LA VETA — Felix Balois “Cowboy” Mestas Jr. was the son of Felix Mestas Sr. and Simolita Lovato. He was born on August 23, 1921. His family lived in La Veta, Colorado. Felix helped his father on their farm before being drafted into the US Army on November 13, 1942, in Pueblo, Colorado. He was married to Carmen Grayce Kronieczny. Mestas had the rank of Private First Class. His military occupation or specialty was BAR Gunner.
Felix was a member of the 350th Infantry Regiment, part of the 88th Infantry Division. He was initially in the thick of the fighting in North Africa, and was previously reported missing in action before a final message relayed that he was killed in action during the Battle of Monte Battaglia in Italy. He was posthumously awarded the Silver Star for gallantry in action that day. He also received the Purple Heart. His citation reads in part:
“On September 27, 1944, Company G occupied Mount Battaglia with orders to hold this strategic height at all costs. Private Mestas, a BAR gunner, and his assistant dug a position on the forward slope of the hill. Within an hour, Mount Battaglia received the first of many severe counterattacks.
As the Germans crept up the hill, Private Mestas stood upright in his position and fired the BAR from his hip. His accurate fire dispersed the enemy and inflicted casualties upon them. The next day the Germans counterattacked three times but each time Private Mestas helped to repel the attacks.
On the afternoon on the third day, the enemy launched a particularly heavy counterattack, and due to the rain and fog, were able to approach close to their positions. With utter disregard for the withering hail of fire directed at him, Private Mestas again fired his BAR from a standing position in order to obtain a better field of fire.

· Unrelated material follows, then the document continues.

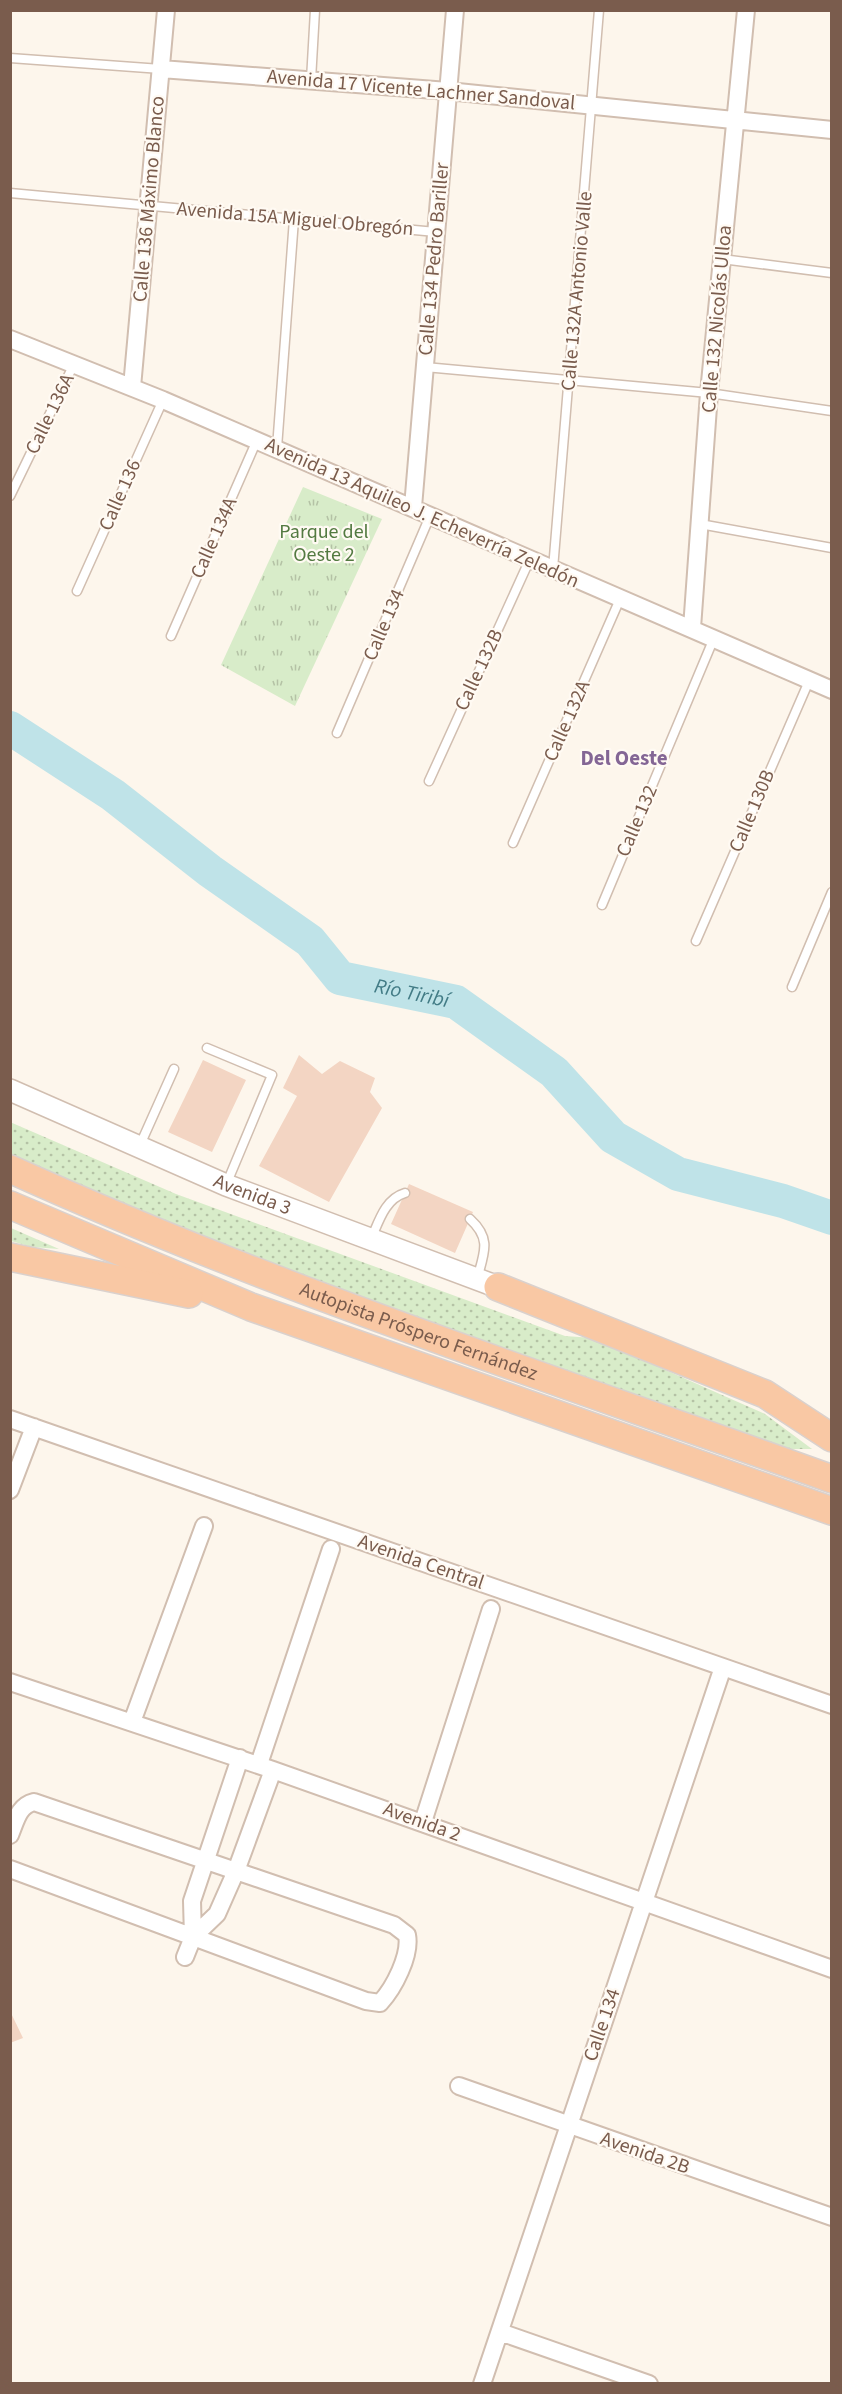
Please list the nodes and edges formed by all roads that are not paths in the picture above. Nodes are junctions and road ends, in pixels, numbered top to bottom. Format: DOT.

When his weapon jammed, he calmly repaired it under the protecting rifle fire of his assistant gunner. Occasionally he paused to throw grenades, and after expending his meagre supply, resorted to the use of rocks.
As it became evident that their position soon be overrun, Private Mestas ordered his assistant gunner to run to the safety of the reverse slope of Mount Battaglia while he protected his withdrawal with his BAR. The only soldier now on the forward slope of Mount Battaglia, Private Mestas calmly fired clip after clip from his BAR into the enemy ranks who were charging up the hill massed almost shoulder to shoulder. Private Mestas stopped two dozen enemy soldiers before he was killed.”

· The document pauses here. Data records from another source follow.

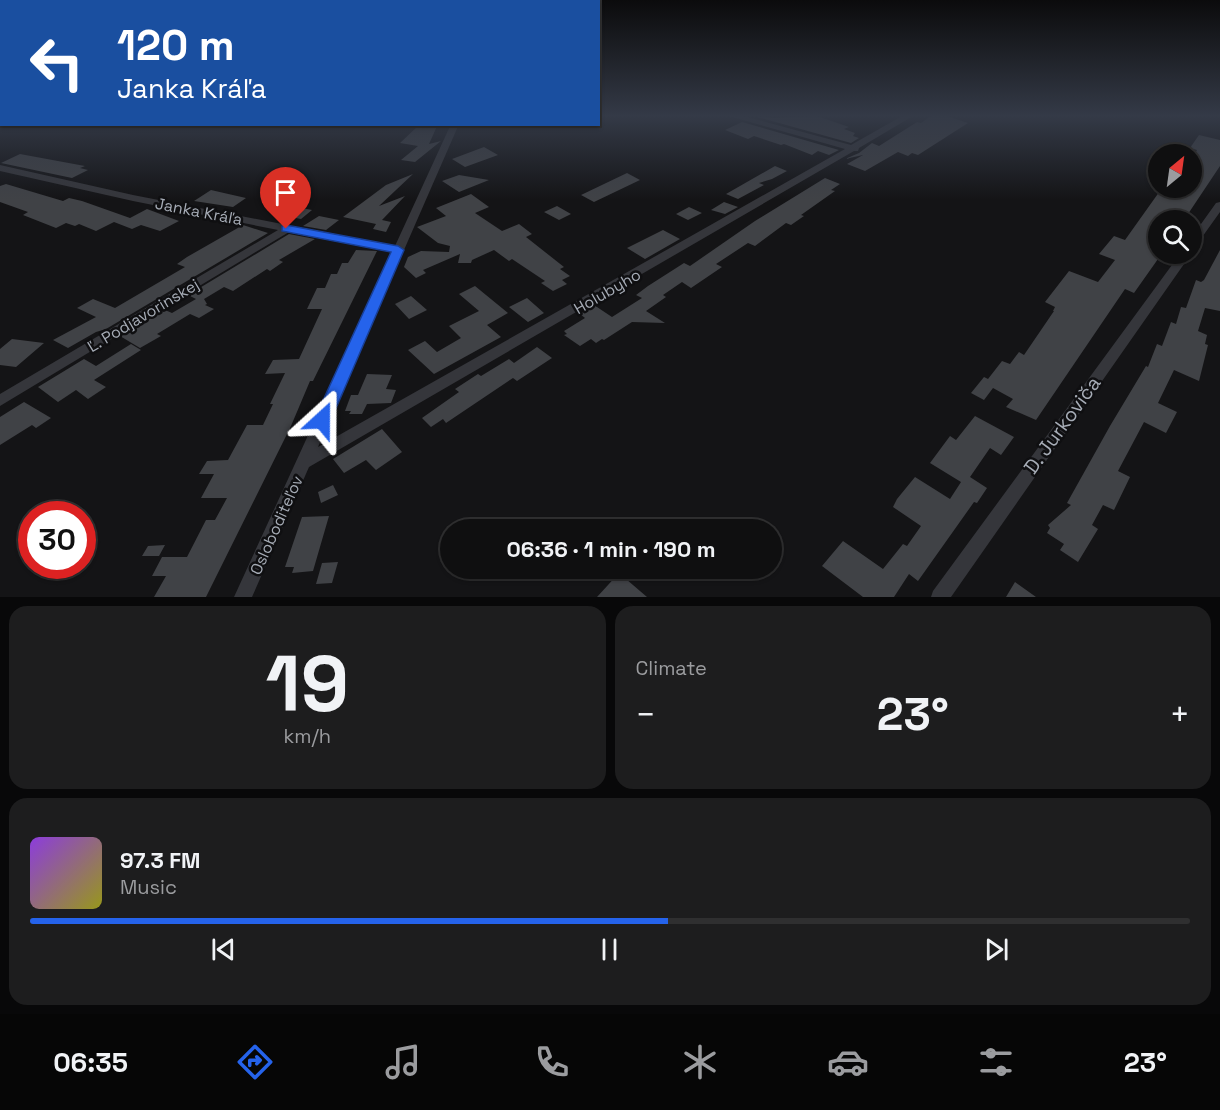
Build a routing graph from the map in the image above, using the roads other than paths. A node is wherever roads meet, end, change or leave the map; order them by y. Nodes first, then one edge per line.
1 (446, 144) edge
2 (836, 144) edge
3 (863, 144) edge
4 (855, 149) junction
5 (0, 168) edge
6 (1220, 204) edge
7 (286, 229) junction
8 (1202, 229) edge
9 (398, 250) junction
10 (1178, 264) edge
11 (0, 401) edge
12 (303, 463) junction
13 (243, 597) edge
14 (940, 597) edge

1 - 9 street, Osloboditeľov
2 - 4 street
3 - 4 street, Holubyho
4 - 12 street, Holubyho
5 - 7 street, Janka Kráľa
6 - 8 street
7 - 9 street, Janka Kráľa
7 - 11 street, Ľ. Podjavorinskej
9 - 12 street, Osloboditeľov
10 - 14 street, D. Jurkoviča
12 - 13 street, Osloboditeľov

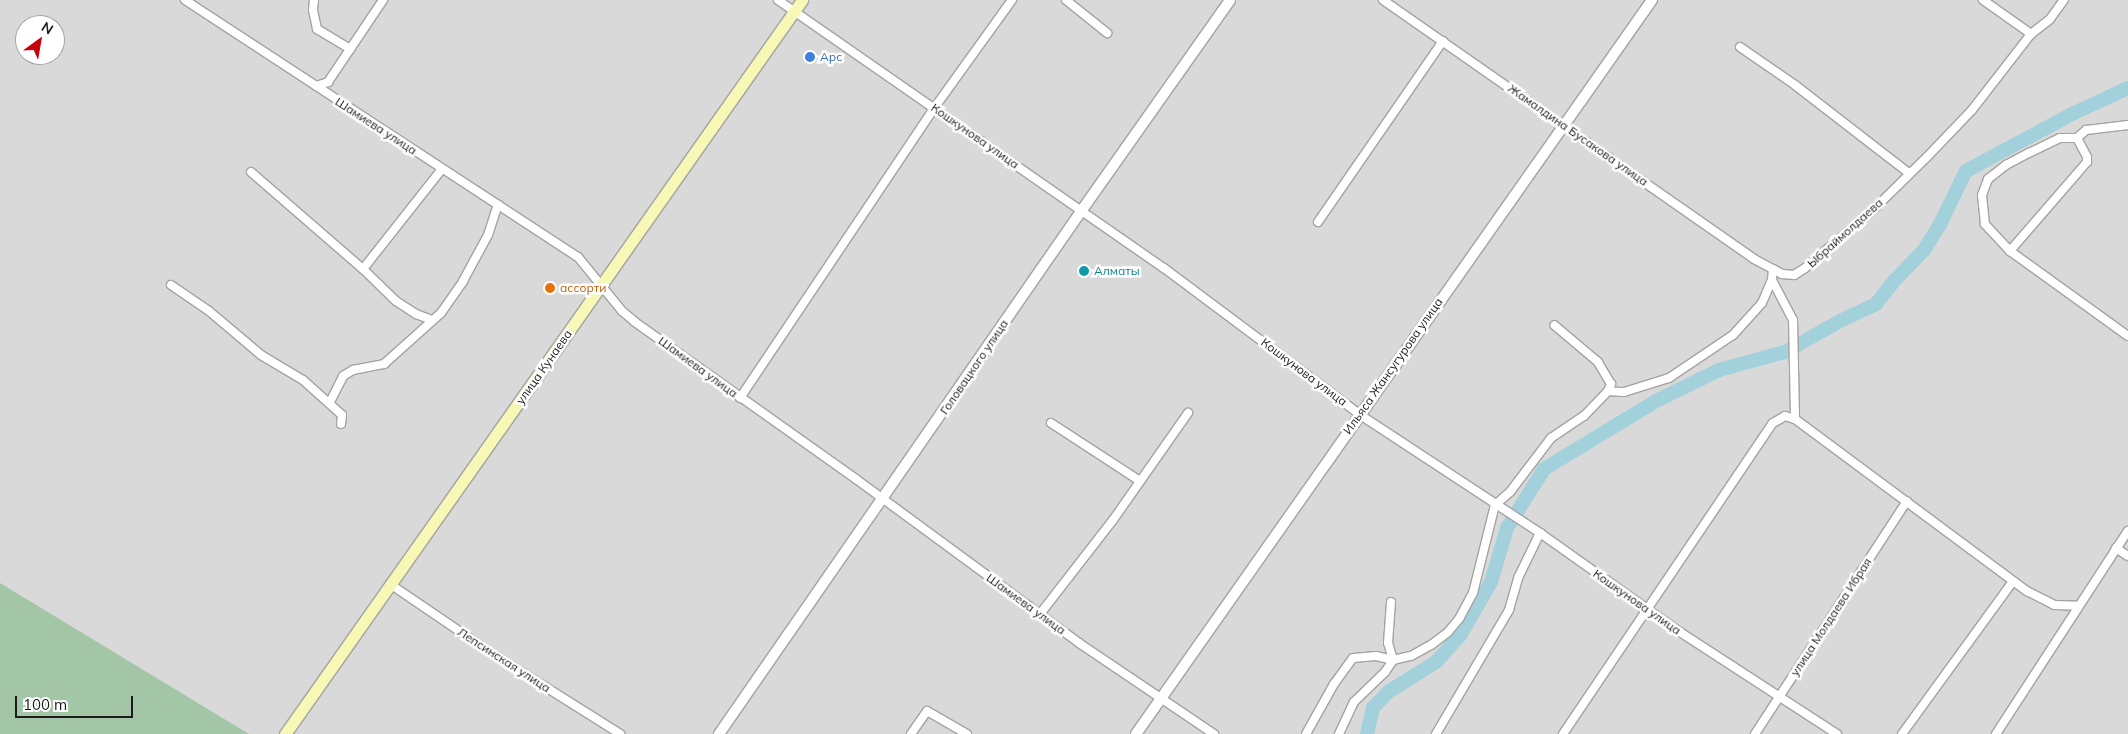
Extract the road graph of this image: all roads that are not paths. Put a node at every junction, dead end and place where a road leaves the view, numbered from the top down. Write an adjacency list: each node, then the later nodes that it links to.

In 1949 the La Veta Peak in Colorado was renamed in honor of PFC Felix B. Mestas, Jr. The Mt. Mestas Memorial Monument was commissioned in 1955 by the local VFW and erected of Colorado rose granite from the mountain named for PFC Mestas, and engraved with the names of 63 men of Huerfano County who died in World War II. Decades later the monument was moved to the front entry of the Veterans Hospital, located on the highway outside of Walsenburg.
Felix Balois Mestas Jr. is buried and memorialized at La Veta Cemetery, La Veta, Huerfano County, Colorado.